*** Material for the task Section Begins ***

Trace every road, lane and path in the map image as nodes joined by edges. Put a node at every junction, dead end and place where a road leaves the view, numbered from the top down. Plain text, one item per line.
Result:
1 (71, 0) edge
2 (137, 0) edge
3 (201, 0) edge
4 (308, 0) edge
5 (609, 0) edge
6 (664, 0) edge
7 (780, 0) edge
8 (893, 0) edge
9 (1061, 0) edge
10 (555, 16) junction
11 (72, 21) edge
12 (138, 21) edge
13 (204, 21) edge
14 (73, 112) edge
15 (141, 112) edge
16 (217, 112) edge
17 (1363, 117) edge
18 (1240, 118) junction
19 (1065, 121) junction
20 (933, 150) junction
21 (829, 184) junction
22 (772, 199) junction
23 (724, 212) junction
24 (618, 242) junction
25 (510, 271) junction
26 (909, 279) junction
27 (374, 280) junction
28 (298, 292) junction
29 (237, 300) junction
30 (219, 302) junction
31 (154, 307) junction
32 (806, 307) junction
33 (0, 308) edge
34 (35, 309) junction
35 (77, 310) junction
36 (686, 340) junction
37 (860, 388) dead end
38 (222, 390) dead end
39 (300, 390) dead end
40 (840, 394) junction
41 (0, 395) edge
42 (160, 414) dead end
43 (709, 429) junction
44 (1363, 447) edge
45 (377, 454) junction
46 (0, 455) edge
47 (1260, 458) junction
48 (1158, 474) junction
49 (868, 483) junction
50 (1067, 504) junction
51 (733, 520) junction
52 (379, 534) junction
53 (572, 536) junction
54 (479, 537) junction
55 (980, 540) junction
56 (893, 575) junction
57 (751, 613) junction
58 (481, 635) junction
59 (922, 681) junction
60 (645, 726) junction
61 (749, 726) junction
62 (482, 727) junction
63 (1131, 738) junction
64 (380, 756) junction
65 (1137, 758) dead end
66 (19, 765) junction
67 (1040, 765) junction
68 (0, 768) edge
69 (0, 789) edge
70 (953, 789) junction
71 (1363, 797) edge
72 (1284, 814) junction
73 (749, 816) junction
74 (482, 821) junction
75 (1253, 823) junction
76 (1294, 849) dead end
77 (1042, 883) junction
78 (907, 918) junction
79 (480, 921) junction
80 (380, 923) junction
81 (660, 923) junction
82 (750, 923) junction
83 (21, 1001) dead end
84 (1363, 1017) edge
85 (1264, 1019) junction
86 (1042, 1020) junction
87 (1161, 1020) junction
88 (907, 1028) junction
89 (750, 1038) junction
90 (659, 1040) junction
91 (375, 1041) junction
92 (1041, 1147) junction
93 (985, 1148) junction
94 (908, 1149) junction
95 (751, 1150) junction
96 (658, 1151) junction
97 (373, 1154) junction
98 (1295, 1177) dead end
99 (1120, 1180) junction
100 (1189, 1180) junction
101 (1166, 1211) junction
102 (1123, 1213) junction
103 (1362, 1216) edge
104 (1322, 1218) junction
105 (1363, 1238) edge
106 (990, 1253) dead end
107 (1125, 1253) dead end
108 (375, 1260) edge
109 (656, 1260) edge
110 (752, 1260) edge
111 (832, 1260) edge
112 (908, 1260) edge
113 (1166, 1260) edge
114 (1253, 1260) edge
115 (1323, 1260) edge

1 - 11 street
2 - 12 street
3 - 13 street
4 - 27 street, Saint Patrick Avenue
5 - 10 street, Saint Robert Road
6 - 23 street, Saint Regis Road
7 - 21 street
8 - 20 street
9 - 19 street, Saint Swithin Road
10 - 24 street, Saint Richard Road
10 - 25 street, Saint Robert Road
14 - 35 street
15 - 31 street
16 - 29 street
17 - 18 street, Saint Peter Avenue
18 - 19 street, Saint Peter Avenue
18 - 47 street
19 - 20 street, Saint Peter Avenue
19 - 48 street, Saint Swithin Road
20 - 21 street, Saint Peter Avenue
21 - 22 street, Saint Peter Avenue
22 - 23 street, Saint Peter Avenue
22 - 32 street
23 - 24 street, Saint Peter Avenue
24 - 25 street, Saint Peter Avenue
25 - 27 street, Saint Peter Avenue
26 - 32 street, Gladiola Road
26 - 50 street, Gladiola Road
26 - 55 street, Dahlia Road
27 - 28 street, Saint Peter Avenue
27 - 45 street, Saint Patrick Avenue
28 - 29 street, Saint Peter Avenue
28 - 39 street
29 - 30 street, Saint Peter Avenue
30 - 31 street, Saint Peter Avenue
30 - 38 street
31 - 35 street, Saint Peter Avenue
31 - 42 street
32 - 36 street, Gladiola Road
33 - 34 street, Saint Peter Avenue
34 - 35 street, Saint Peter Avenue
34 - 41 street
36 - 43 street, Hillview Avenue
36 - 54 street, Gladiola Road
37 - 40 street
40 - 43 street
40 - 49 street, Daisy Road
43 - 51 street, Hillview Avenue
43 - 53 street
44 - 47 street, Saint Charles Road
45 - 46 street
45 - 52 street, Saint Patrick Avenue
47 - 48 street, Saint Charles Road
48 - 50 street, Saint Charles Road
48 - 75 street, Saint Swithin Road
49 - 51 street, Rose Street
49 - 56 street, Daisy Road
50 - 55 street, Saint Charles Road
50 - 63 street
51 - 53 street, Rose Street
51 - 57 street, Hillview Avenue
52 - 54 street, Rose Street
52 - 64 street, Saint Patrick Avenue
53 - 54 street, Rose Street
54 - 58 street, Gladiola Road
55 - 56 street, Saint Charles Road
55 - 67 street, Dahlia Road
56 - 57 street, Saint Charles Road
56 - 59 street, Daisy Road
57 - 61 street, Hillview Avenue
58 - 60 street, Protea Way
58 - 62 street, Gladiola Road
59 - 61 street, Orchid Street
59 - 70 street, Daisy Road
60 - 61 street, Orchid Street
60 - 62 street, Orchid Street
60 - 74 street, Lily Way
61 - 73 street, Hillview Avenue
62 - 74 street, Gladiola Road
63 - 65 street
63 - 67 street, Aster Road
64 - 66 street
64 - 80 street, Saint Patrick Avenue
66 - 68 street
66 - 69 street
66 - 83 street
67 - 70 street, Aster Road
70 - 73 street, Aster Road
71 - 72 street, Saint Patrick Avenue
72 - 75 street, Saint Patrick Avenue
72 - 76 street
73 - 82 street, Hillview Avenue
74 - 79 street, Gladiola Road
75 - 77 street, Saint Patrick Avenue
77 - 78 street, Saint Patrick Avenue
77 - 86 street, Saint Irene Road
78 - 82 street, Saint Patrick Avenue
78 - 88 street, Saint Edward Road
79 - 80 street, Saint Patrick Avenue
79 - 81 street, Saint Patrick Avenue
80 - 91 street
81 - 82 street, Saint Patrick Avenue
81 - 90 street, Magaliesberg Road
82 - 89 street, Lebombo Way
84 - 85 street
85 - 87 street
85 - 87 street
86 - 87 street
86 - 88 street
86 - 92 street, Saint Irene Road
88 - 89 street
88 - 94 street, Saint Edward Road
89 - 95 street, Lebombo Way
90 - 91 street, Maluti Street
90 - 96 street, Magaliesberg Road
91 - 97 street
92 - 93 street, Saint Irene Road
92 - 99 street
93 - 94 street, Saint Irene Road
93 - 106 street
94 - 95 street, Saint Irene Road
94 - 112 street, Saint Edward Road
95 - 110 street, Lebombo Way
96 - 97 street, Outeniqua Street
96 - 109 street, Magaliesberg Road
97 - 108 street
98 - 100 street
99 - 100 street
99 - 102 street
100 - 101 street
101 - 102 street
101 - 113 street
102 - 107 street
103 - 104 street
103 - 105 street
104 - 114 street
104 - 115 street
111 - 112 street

*** Material for the task Section Ends ***

What needs to be done -> If a line in the records above contains the word "Edward", copy it.

Solution to this problem ->
78 - 88 street, Saint Edward Road
88 - 94 street, Saint Edward Road
94 - 112 street, Saint Edward Road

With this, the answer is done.